Over the weekend I was dyeing yarn with Alanna. I was mixing some dye for the first time. My process includes me putting a powdered dye into water and adding some dish soap then shaking it. Usually this works very well, the dye is mixed and we go on our merry way.
This time a lot of the dye adhered to the bottom of the jar. Still thinking with a clear head I tried to mix it with a spoon. After poking and jiggling the spoon around in the jar for 10 minutes I realized this was not going to be solved with a little stirring action.
Scraping the dye powder off the bottom of the jar, I lifted it out. There was about a tablespoon and a half all stuck together in a huge clump. Wearing my gloves, I tried to break it up by hand, but it was wet the whole way through and had the consistency of cookie batter. I decided to put this lump in another jar and pour boiling water over it in order to dissolve the remaining dye into something I could work with.
Remain calm! This is not where I went wrong. I didn’t manage to get burned or anything, the plan actually worked well and all the clumps of dye dissolved into a perfectly smooth liquid. It was after my success that the problems started.
All that was in the dye was water and dye powder and, if you’ve ever dyed yarn, you know that is not all that is needed to prime the dye. I needed the proper proportions, so I poured the dye from the Mason jar into a measuring cup. Let’s just say that mason jars were not made for clean pouring capabilities. I managed to only spill a little of it and only onto my hands and the counter (which was covered by plastic).
I filled the measuring cup with the amount of water I needed and went to pour the dye back into the Mason jar. However, now I had a two-cup capacity measuring cup with two cups of dye in it. While measuring cups were made for pouring, they are by no means a precision tool, and when you are messing with dark purple dye…. You want precision. More dye on myself and more dye on the counter seeping underneath the other jars and getting on the bottom of things that could easily leave a dark ring on another surface if moved somewhere unprotected.

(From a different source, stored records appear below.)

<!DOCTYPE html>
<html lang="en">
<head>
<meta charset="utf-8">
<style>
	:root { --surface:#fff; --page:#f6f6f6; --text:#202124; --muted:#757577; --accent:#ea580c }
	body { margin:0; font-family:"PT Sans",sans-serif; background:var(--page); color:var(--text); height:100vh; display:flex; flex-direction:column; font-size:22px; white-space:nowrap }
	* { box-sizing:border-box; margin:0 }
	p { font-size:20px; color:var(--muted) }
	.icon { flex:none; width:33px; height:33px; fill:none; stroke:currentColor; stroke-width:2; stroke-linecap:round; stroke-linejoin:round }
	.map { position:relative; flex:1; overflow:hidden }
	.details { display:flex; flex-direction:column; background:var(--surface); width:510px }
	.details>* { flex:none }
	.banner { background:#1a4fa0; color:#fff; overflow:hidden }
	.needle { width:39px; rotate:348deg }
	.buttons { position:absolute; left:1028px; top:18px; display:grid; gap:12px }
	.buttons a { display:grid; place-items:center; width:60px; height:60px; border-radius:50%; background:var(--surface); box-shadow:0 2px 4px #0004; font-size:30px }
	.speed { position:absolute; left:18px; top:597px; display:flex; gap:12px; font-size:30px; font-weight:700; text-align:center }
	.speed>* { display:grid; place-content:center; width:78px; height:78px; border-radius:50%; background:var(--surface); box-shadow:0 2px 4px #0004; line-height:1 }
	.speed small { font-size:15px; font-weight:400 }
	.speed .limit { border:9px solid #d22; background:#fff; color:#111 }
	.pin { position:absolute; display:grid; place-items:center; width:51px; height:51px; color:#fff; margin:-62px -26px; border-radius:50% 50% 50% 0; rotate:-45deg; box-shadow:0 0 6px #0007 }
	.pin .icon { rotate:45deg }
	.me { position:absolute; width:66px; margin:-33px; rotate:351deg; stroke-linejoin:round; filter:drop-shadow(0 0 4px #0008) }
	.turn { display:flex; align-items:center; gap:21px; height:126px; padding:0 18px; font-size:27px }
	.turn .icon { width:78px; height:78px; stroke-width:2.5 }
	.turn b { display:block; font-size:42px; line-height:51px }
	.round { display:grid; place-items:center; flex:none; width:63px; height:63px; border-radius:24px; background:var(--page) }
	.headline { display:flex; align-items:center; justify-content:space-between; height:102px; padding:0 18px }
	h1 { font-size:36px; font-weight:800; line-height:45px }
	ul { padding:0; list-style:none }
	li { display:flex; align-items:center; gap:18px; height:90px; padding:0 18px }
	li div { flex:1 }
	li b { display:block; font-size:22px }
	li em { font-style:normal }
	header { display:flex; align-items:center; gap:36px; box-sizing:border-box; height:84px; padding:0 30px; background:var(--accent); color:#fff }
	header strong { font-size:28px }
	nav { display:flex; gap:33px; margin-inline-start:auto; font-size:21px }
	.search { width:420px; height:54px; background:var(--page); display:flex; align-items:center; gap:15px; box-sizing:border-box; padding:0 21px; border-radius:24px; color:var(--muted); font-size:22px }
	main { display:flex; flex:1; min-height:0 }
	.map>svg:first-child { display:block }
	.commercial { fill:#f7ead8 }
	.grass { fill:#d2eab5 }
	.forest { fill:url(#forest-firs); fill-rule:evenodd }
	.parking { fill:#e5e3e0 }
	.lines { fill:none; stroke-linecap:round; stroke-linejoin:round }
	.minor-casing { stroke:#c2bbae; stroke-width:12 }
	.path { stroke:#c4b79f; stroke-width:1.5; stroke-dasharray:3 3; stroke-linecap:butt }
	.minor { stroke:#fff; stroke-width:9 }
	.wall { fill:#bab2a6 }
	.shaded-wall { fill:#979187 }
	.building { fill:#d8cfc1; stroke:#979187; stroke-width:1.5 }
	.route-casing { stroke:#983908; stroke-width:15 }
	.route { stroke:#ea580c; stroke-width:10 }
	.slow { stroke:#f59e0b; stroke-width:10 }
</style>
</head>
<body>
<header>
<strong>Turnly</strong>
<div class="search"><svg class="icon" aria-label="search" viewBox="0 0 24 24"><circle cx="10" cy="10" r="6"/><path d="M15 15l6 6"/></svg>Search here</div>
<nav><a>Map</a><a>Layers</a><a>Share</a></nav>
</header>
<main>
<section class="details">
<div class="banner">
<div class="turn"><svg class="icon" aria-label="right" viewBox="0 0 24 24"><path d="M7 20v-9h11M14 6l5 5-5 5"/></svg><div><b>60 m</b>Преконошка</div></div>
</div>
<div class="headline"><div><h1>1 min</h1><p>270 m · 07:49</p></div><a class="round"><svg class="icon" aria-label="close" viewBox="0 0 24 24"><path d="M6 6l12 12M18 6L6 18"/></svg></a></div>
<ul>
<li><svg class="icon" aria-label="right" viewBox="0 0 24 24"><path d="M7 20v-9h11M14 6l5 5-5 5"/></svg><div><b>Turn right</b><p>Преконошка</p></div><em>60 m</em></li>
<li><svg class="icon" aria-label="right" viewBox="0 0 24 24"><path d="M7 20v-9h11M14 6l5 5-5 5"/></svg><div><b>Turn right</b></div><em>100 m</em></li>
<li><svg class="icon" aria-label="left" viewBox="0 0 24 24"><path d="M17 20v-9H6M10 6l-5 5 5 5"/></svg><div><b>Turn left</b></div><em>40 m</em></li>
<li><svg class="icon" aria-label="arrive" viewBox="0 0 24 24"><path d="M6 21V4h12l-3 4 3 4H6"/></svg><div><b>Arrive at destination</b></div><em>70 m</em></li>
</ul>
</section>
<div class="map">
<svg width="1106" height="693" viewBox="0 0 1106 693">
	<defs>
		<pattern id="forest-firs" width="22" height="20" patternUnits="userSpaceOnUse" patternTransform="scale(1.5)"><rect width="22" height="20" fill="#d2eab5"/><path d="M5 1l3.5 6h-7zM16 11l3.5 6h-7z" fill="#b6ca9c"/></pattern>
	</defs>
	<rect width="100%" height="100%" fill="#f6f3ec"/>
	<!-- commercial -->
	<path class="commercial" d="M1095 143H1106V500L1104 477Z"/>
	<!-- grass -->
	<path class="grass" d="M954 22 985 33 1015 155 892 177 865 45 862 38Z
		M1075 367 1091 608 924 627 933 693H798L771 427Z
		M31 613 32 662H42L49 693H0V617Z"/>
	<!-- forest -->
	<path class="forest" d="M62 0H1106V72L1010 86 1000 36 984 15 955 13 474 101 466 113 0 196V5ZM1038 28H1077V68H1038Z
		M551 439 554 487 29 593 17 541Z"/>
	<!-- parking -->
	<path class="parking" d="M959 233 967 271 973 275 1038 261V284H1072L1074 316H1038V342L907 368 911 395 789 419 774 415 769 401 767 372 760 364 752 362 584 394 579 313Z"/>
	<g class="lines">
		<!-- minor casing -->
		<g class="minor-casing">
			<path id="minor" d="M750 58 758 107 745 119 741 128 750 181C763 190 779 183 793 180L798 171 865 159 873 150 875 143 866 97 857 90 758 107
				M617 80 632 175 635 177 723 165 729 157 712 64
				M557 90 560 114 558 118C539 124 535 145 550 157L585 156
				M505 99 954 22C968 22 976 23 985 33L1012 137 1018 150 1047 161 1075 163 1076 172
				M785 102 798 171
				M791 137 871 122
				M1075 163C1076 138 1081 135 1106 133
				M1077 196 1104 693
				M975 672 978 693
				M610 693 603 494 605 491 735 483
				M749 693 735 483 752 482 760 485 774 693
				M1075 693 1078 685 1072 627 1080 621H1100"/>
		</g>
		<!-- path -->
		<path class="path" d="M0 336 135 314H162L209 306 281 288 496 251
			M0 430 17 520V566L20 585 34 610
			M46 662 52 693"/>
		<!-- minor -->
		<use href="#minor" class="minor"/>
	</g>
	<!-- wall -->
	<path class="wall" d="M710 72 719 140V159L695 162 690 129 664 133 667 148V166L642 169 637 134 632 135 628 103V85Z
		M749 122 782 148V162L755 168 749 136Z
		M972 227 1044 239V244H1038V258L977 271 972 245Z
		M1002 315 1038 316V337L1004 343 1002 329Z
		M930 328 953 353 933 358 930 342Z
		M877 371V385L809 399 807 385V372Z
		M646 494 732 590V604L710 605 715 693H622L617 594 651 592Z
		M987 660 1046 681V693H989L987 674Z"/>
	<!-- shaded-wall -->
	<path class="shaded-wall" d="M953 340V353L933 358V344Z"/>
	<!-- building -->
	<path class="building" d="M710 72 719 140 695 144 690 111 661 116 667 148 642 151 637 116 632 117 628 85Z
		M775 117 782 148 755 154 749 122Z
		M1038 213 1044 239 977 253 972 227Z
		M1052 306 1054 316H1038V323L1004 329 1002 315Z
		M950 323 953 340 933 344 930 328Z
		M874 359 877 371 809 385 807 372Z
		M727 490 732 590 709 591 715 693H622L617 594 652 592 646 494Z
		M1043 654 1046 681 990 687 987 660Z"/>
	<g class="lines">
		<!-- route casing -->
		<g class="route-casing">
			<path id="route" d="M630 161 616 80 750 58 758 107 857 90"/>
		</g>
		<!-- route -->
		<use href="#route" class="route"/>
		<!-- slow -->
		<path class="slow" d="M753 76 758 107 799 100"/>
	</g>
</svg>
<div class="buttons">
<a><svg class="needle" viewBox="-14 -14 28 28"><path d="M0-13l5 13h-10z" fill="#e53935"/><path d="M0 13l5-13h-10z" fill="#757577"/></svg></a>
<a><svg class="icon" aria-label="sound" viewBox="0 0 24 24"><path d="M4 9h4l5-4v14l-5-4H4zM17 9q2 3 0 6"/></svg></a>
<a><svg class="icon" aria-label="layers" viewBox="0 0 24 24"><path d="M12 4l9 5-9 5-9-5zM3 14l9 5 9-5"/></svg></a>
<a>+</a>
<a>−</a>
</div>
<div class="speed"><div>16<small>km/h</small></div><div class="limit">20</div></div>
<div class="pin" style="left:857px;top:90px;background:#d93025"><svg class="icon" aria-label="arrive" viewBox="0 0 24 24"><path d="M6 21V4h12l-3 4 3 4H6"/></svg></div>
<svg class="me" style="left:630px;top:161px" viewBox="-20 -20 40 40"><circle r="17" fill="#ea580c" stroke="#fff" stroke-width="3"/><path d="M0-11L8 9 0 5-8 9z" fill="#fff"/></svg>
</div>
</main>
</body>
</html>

I added the rest of my ingredients to the Mason jar and decided to combine this jar with the other jar of dye. You would think that I would have learned by this time. You would think that I would be smarter than to attempt another pour. You would be wrong.
I started pouring from one jar to another and it registered with me that one of said ingredients is dish soap. Dish soap has bubbles. When you pour dish soap, the bubbles get bigger. Dish soap bubbles made from dye would carry the colour of previously mentioned dye. Well crap.
I would liken the rising soap bubbles to lava rising to the mouth of a volcano. My kitchen island was now Pompeii, and we were running out of time. A panicked look at Alanna told me she had been watching me do this and through my external monolog, realized it was about to go horribly wrong. Liquid dye acts like water and it is easier to control, you can soak it up and there are no ill effects. Bubbles filled with dye would stick to my gloves, my arms, anything and drip off when I moved to wash them off. The sink was only a few steps away, so I prepared to move. Alanna, armed with a paper towel, followed underneath me preventing any spillage on the way there. Luckily we thought at the speed of light and got to the sink just as the bubbles boiled over. Mind you I still had bubbles all over me, but being at the sink, I was able to wash them off.
I continued pouring the dye into the jar and swiping at the bubbles whenever they threatened to overcome the jar entirely. Alanna started wiping up the dye that got on the island and we managed not to completely destroy my kitchen. Victory!
There was dye everywhere though, we were joking about it not being my finest moment as a dyer.
That has been my moment of doom for the week! It wasn’t really to do with knitting, but still left a lot of mayhem in it’s wake… and dye… on my hands. It looked like I was losing circulation in my fingers quite badly. Luckily I remembered that rubbing alcohol removes just about anything and it significantly reduced the colour on my hands… and arms.